Constitutive protein degradation induces acute cell death via proteolysis products

Modulation of proteolysis is an emerging therapeutic mainstay. The clinical success of thalidomide and analogs has inspired development of rationally-designed therapeutics that repurpose endogenous degradation machinery to target pathogenic proteins. However, it is unknown whether target removal is the critical effect that drives degrader-induced efficacy. Here we report that proteasome-generated peptides actively initiate degrader-induced cell death.
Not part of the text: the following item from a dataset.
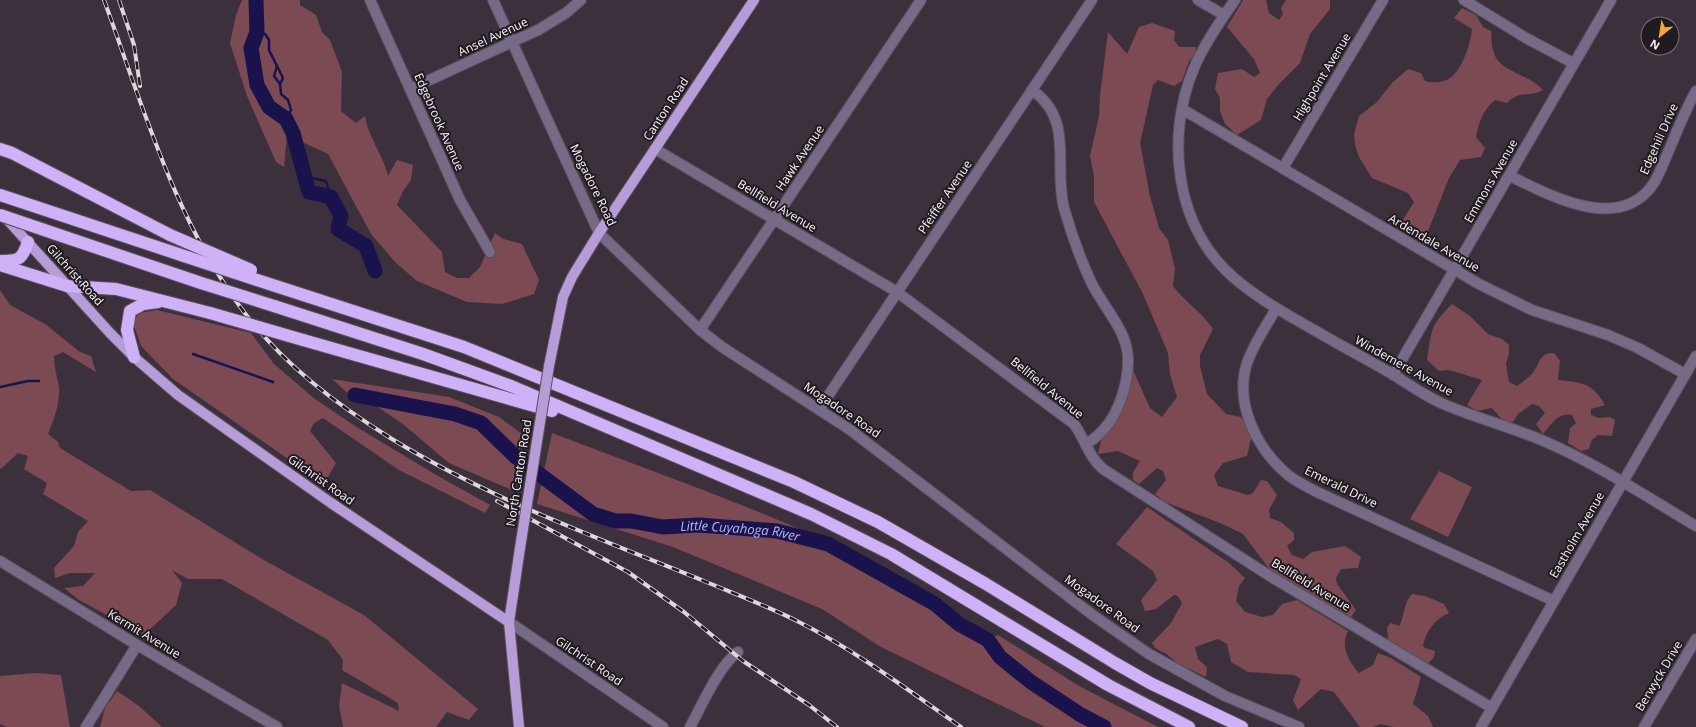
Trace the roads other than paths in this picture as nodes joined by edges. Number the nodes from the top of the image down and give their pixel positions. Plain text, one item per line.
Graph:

Utilizing BET family degraders as exemplars, we find that induced proteasomal degradation of the BRD4-long isoform (BRD4-L) generates neo-amino-terminal peptides that neutralize Inhibitor of Apoptosis (IAP) proteins to precipitate cell death. Depletion of BRD4-L paradoxically suppresses caspase activation induced by numerous BET degraders. An unbiased screen revealed that other degrader compounds, including clinical CELMoDs, rely on the same mechanism to potentiate caspase activation and apoptosis. Finally, in the context of constitutive immunoglobulin proteostasis within multiple myeloma cells, we report that therapeutic proteasomal protease inhibition alters the peptide repertoire to neutralize IAPs, thus contributing to the clinical efficacy of bortezomib. Together, these findings clarify the counterintuitive clinical benefit achieved by combining thalidomide analogs with proteasome inhibitors. Our study reveals a previously unrealized pro-apoptotic function of the peptides generated by a variety of proteolysis-modulating compounds, that provide design considerations to maximize therapeutic benefit.